== Segment start ==
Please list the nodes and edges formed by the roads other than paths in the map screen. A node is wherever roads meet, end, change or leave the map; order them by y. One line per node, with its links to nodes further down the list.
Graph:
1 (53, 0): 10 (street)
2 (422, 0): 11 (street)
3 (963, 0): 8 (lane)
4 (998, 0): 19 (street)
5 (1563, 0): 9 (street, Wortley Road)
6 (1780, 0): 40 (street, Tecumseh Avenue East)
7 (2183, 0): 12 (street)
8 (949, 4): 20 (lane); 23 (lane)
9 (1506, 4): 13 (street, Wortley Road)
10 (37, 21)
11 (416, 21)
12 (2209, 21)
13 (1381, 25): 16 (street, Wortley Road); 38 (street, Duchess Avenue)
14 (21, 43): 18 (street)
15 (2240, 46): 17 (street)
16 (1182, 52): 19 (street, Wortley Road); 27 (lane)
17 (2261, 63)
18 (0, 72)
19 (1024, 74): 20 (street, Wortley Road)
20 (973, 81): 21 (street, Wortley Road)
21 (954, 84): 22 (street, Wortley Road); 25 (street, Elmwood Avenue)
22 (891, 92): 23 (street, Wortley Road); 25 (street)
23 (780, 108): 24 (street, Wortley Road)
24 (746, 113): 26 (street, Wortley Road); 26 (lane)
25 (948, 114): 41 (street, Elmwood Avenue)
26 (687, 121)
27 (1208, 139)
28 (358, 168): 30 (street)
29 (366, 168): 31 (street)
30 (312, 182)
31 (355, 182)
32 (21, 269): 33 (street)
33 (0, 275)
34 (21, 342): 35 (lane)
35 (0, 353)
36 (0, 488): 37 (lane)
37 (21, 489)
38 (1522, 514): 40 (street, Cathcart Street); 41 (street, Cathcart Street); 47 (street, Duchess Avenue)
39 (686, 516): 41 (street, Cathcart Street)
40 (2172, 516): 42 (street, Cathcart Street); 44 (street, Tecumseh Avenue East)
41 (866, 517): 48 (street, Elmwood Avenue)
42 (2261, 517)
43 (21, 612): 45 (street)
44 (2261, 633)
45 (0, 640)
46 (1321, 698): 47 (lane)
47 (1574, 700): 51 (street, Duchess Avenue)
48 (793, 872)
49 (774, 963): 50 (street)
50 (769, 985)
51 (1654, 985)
== Segment end ==
- YOUR INSTRUCTIONS -
Your answer should be each line from the entries that includes the string "Tecumseh".

- FINAL ANSWER -
6 (1780, 0): 40 (street, Tecumseh Avenue East)
40 (2172, 516): 42 (street, Cathcart Street); 44 (street, Tecumseh Avenue East)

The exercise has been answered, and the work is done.